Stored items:
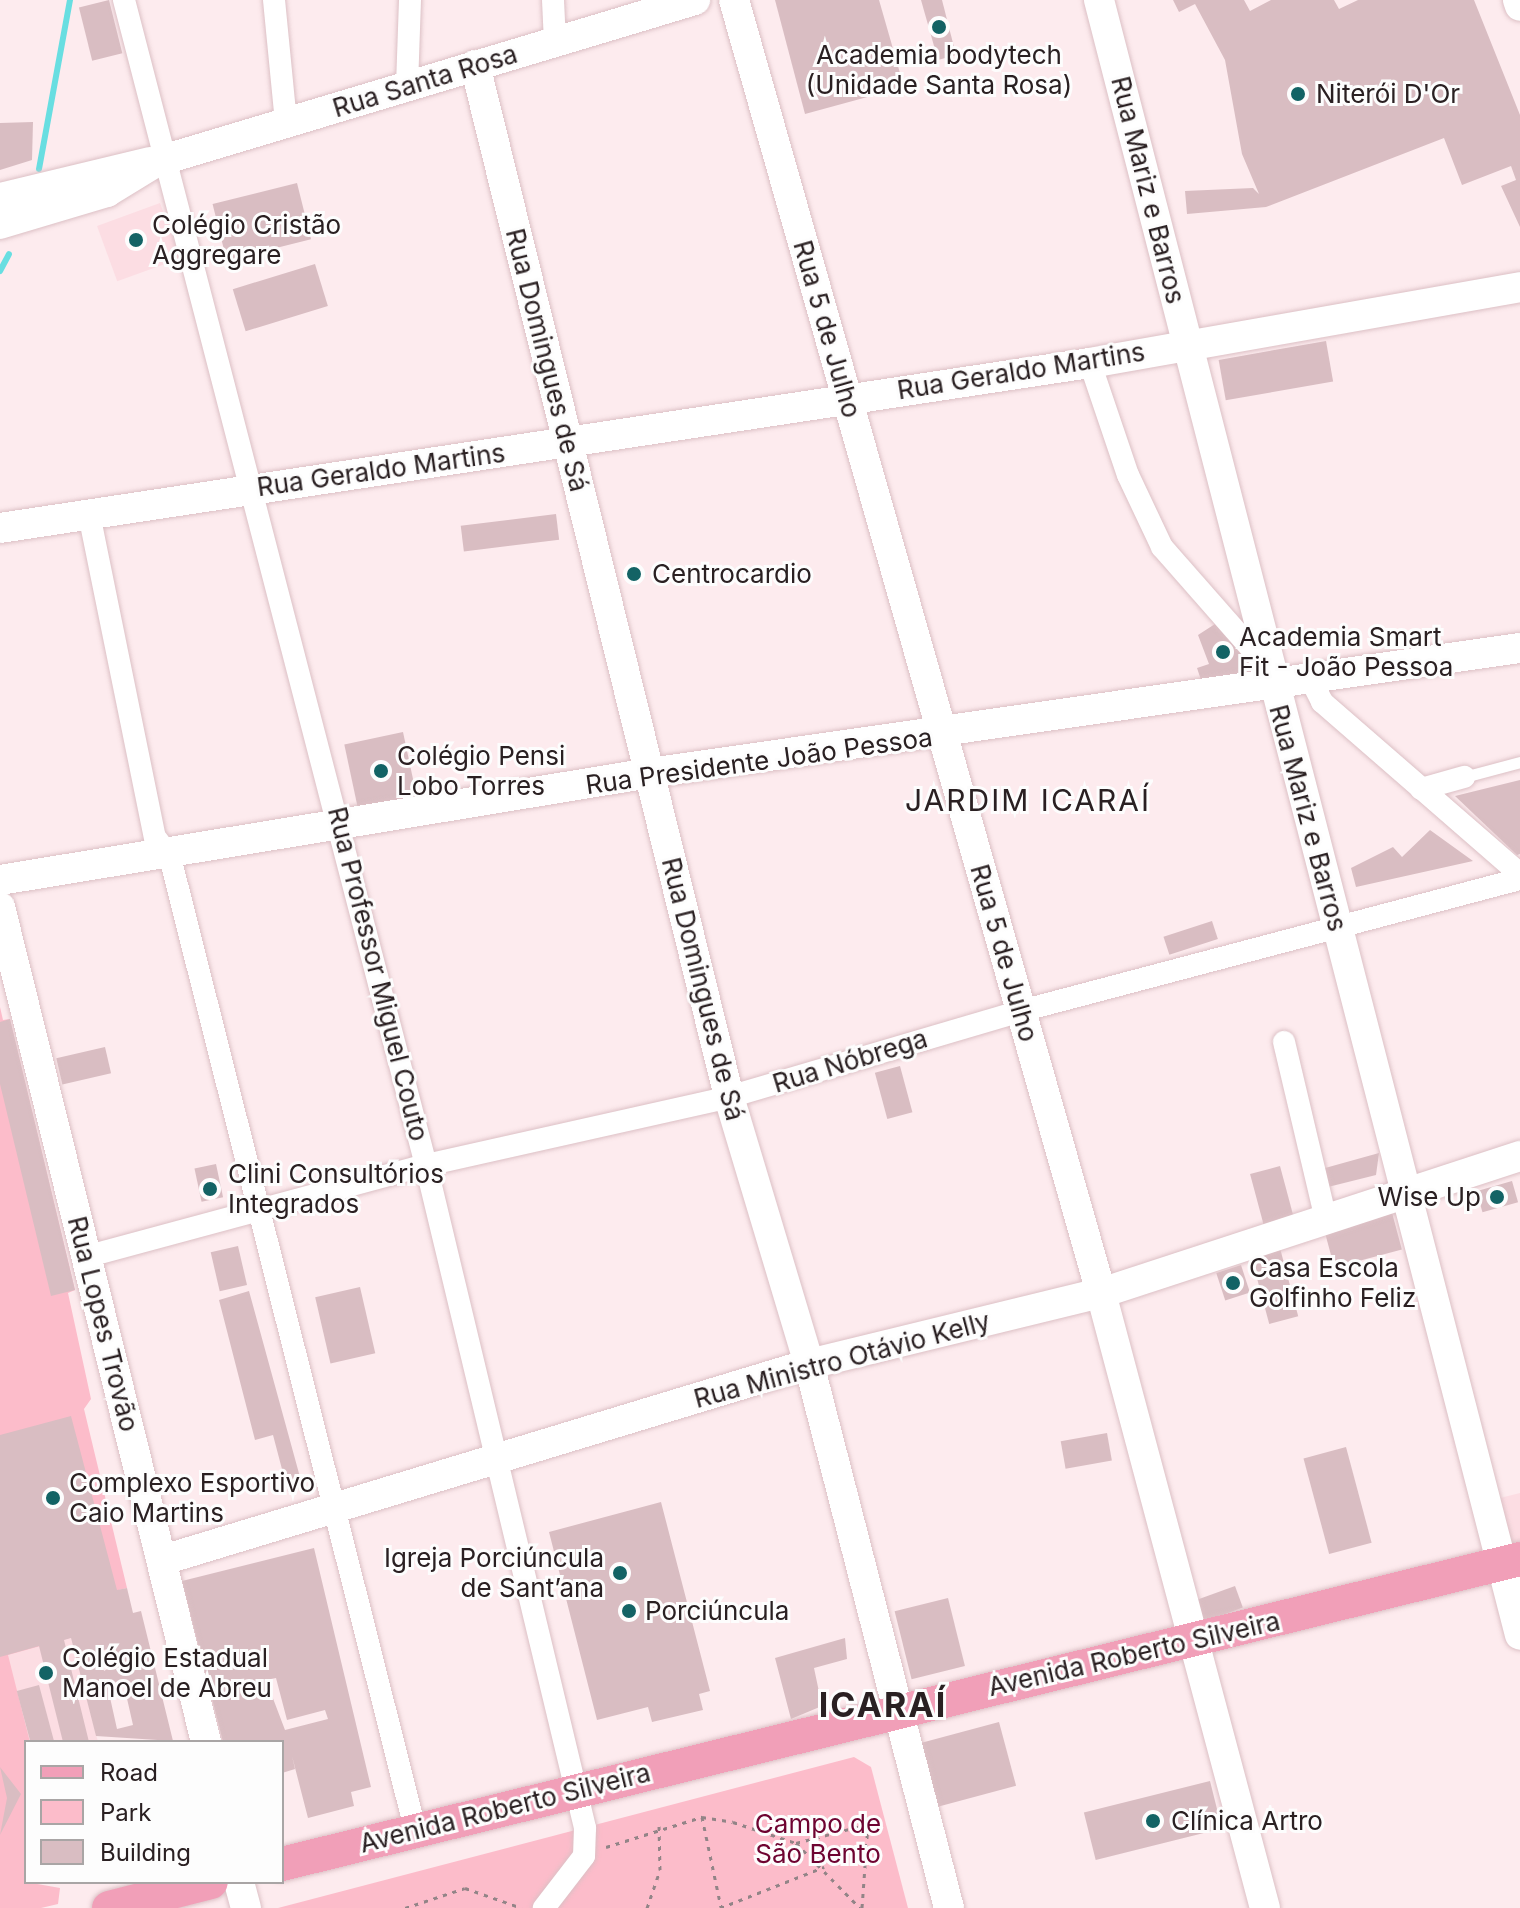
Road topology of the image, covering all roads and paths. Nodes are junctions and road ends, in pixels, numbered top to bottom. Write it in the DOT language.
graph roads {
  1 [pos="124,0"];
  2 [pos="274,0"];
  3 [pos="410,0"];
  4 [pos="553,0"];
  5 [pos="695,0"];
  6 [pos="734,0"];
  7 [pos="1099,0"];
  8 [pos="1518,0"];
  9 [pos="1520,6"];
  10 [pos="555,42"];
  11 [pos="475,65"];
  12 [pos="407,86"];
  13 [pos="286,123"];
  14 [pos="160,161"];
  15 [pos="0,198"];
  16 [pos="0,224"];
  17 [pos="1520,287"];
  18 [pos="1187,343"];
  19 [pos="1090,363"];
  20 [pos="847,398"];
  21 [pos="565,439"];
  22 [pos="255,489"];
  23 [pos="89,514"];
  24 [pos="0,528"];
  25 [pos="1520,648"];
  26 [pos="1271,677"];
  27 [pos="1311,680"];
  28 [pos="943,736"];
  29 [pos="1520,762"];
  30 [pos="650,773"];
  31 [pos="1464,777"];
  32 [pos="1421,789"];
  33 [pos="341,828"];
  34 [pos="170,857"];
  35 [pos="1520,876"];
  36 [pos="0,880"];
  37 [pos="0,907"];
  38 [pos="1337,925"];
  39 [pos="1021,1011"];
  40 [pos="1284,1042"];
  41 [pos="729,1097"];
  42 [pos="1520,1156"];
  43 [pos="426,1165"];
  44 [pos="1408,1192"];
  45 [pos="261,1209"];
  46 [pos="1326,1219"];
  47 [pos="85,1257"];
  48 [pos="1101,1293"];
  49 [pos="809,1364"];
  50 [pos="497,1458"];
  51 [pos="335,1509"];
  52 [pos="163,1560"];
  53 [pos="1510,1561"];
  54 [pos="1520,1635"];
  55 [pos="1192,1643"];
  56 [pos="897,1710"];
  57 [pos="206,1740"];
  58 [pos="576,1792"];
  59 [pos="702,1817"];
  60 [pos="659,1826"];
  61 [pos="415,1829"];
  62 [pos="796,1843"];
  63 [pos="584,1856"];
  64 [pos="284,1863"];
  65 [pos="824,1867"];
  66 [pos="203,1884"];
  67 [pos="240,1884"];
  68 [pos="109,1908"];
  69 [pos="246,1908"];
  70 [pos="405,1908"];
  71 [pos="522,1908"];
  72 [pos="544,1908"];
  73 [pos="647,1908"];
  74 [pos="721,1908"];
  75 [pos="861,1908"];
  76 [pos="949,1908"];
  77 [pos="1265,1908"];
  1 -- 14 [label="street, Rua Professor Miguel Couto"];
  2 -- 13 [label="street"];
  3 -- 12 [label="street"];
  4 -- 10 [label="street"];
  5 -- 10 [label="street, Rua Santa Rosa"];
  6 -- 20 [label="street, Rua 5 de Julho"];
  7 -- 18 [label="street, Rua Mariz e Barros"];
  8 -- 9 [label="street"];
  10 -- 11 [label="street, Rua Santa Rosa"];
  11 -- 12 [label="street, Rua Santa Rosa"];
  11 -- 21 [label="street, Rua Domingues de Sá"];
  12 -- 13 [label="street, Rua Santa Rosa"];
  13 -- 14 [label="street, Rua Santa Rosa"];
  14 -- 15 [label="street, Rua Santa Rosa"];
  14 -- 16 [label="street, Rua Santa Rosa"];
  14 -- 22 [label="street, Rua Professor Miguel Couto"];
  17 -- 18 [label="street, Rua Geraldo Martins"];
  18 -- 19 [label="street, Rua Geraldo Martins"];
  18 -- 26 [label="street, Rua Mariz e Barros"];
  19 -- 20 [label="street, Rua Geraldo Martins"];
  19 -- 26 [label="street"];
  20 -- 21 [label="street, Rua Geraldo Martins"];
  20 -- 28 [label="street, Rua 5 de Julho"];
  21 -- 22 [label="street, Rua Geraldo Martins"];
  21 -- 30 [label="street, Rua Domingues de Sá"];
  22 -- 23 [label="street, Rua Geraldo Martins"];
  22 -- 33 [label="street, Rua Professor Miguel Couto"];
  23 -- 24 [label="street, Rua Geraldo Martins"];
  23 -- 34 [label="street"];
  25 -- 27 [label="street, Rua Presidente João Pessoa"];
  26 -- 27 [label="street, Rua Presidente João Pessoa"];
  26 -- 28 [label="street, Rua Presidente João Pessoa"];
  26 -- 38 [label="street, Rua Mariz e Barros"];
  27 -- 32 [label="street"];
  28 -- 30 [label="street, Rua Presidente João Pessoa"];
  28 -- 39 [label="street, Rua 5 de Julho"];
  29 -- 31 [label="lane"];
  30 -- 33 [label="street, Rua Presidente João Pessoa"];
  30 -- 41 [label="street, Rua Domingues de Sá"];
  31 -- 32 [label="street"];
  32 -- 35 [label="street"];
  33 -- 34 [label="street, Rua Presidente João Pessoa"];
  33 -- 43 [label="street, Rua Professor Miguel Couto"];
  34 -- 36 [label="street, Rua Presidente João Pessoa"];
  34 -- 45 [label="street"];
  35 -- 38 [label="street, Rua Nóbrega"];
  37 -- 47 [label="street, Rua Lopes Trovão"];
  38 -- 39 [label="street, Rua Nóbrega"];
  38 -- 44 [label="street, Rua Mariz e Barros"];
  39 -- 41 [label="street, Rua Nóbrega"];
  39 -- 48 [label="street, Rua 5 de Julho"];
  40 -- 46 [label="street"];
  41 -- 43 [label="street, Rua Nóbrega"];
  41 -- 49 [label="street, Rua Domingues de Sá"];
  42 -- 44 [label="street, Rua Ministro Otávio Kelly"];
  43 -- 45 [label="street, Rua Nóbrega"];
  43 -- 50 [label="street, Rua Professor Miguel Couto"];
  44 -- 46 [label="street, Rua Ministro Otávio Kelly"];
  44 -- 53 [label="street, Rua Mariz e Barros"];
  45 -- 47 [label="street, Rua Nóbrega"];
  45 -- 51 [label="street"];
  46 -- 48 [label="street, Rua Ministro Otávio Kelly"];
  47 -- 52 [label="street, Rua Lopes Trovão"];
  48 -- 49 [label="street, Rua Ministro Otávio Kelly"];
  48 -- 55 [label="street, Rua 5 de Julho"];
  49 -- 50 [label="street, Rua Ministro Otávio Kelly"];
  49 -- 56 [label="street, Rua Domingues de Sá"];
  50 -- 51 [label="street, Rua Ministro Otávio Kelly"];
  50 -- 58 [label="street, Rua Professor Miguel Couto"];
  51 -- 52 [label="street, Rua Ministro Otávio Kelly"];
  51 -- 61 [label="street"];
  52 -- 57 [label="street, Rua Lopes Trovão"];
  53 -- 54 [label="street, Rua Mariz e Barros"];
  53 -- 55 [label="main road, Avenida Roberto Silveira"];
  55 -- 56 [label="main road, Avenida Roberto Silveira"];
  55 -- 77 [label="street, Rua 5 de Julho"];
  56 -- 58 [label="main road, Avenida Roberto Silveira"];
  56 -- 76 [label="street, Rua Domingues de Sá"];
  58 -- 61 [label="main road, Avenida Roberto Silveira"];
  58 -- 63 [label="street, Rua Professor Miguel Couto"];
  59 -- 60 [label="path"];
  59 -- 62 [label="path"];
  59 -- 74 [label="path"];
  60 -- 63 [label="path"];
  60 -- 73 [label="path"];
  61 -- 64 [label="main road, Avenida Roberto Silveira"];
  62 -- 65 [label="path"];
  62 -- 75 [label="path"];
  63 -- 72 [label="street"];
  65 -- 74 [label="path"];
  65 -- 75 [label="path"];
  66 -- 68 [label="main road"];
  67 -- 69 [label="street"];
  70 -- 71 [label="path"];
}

### What is being asked
Report the number of lines above containing the word "Presidente", with no other text.

### Problem solution
7